TASK ITEM: Where a line has odd spacing or punctuation, keep it; transcribe all the entries exactly.

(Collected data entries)
========================================

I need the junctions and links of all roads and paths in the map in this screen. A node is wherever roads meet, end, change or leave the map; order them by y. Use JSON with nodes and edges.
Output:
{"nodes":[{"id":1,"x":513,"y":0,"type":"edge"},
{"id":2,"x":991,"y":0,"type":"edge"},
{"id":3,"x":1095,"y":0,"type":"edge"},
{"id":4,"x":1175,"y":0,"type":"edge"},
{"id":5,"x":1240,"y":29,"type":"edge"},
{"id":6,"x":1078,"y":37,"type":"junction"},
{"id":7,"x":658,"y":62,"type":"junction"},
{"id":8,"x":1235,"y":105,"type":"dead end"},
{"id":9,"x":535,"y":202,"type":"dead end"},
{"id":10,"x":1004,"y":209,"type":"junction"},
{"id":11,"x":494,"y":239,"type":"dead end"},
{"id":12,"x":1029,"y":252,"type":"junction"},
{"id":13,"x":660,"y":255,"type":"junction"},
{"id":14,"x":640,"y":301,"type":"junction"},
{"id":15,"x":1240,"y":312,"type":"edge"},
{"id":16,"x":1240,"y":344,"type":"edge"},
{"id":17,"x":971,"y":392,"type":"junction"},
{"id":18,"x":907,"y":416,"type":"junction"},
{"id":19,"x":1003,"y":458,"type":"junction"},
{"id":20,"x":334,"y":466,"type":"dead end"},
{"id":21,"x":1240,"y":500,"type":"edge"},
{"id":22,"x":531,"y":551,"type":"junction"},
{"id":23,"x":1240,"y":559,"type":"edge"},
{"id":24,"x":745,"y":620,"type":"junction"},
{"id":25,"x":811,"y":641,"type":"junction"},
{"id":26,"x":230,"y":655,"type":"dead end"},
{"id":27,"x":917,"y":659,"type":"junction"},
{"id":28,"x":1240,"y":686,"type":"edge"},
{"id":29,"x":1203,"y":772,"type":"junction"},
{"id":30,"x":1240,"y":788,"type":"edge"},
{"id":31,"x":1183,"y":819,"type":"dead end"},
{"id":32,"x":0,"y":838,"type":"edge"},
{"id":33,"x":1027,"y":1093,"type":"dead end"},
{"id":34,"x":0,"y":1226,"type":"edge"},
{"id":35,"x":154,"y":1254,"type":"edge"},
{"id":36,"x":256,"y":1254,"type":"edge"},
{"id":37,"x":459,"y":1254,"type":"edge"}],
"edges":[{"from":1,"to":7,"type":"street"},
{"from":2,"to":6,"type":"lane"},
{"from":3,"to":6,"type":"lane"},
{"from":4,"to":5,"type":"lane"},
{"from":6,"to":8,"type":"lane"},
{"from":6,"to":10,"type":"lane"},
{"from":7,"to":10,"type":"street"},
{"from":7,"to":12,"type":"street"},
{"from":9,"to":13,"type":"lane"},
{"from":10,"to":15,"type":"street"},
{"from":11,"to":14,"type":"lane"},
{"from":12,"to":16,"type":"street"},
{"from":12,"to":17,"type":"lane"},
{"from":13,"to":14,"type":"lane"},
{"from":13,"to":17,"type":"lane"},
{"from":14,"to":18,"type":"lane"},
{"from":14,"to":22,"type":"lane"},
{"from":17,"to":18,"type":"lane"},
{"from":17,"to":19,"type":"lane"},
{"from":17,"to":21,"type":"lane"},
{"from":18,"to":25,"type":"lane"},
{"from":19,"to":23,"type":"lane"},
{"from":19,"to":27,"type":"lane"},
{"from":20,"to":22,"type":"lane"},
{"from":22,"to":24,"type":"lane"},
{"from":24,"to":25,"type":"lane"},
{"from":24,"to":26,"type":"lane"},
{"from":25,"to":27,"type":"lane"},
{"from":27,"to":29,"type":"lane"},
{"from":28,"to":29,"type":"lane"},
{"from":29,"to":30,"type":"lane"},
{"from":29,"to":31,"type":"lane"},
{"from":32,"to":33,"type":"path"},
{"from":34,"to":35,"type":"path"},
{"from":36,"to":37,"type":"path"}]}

========================================

RESULT FOR THIS TASK:
I need the junctions and links of all roads and paths in the map in this screen. A node is wherever roads meet, end, change or leave the map; order them by y. Use JSON with nodes and edges.
Output:
{"nodes":[{"id":1,"x":513,"y":0,"type":"edge"},
{"id":2,"x":991,"y":0,"type":"edge"},
{"id":3,"x":1095,"y":0,"type":"edge"},
{"id":4,"x":1175,"y":0,"type":"edge"},
{"id":5,"x":1240,"y":29,"type":"edge"},
{"id":6,"x":1078,"y":37,"type":"junction"},
{"id":7,"x":658,"y":62,"type":"junction"},
{"id":8,"x":1235,"y":105,"type":"dead end"},
{"id":9,"x":535,"y":202,"type":"dead end"},
{"id":10,"x":1004,"y":209,"type":"junction"},
{"id":11,"x":494,"y":239,"type":"dead end"},
{"id":12,"x":1029,"y":252,"type":"junction"},
{"id":13,"x":660,"y":255,"type":"junction"},
{"id":14,"x":640,"y":301,"type":"junction"},
{"id":15,"x":1240,"y":312,"type":"edge"},
{"id":16,"x":1240,"y":344,"type":"edge"},
{"id":17,"x":971,"y":392,"type":"junction"},
{"id":18,"x":907,"y":416,"type":"junction"},
{"id":19,"x":1003,"y":458,"type":"junction"},
{"id":20,"x":334,"y":466,"type":"dead end"},
{"id":21,"x":1240,"y":500,"type":"edge"},
{"id":22,"x":531,"y":551,"type":"junction"},
{"id":23,"x":1240,"y":559,"type":"edge"},
{"id":24,"x":745,"y":620,"type":"junction"},
{"id":25,"x":811,"y":641,"type":"junction"},
{"id":26,"x":230,"y":655,"type":"dead end"},
{"id":27,"x":917,"y":659,"type":"junction"},
{"id":28,"x":1240,"y":686,"type":"edge"},
{"id":29,"x":1203,"y":772,"type":"junction"},
{"id":30,"x":1240,"y":788,"type":"edge"},
{"id":31,"x":1183,"y":819,"type":"dead end"},
{"id":32,"x":0,"y":838,"type":"edge"},
{"id":33,"x":1027,"y":1093,"type":"dead end"},
{"id":34,"x":0,"y":1226,"type":"edge"},
{"id":35,"x":154,"y":1254,"type":"edge"},
{"id":36,"x":256,"y":1254,"type":"edge"},
{"id":37,"x":459,"y":1254,"type":"edge"}],
"edges":[{"from":1,"to":7,"type":"street"},
{"from":2,"to":6,"type":"lane"},
{"from":3,"to":6,"type":"lane"},
{"from":4,"to":5,"type":"lane"},
{"from":6,"to":8,"type":"lane"},
{"from":6,"to":10,"type":"lane"},
{"from":7,"to":10,"type":"street"},
{"from":7,"to":12,"type":"street"},
{"from":9,"to":13,"type":"lane"},
{"from":10,"to":15,"type":"street"},
{"from":11,"to":14,"type":"lane"},
{"from":12,"to":16,"type":"street"},
{"from":12,"to":17,"type":"lane"},
{"from":13,"to":14,"type":"lane"},
{"from":13,"to":17,"type":"lane"},
{"from":14,"to":18,"type":"lane"},
{"from":14,"to":22,"type":"lane"},
{"from":17,"to":18,"type":"lane"},
{"from":17,"to":19,"type":"lane"},
{"from":17,"to":21,"type":"lane"},
{"from":18,"to":25,"type":"lane"},
{"from":19,"to":23,"type":"lane"},
{"from":19,"to":27,"type":"lane"},
{"from":20,"to":22,"type":"lane"},
{"from":22,"to":24,"type":"lane"},
{"from":24,"to":25,"type":"lane"},
{"from":24,"to":26,"type":"lane"},
{"from":25,"to":27,"type":"lane"},
{"from":27,"to":29,"type":"lane"},
{"from":28,"to":29,"type":"lane"},
{"from":29,"to":30,"type":"lane"},
{"from":29,"to":31,"type":"lane"},
{"from":32,"to":33,"type":"path"},
{"from":34,"to":35,"type":"path"},
{"from":36,"to":37,"type":"path"}]}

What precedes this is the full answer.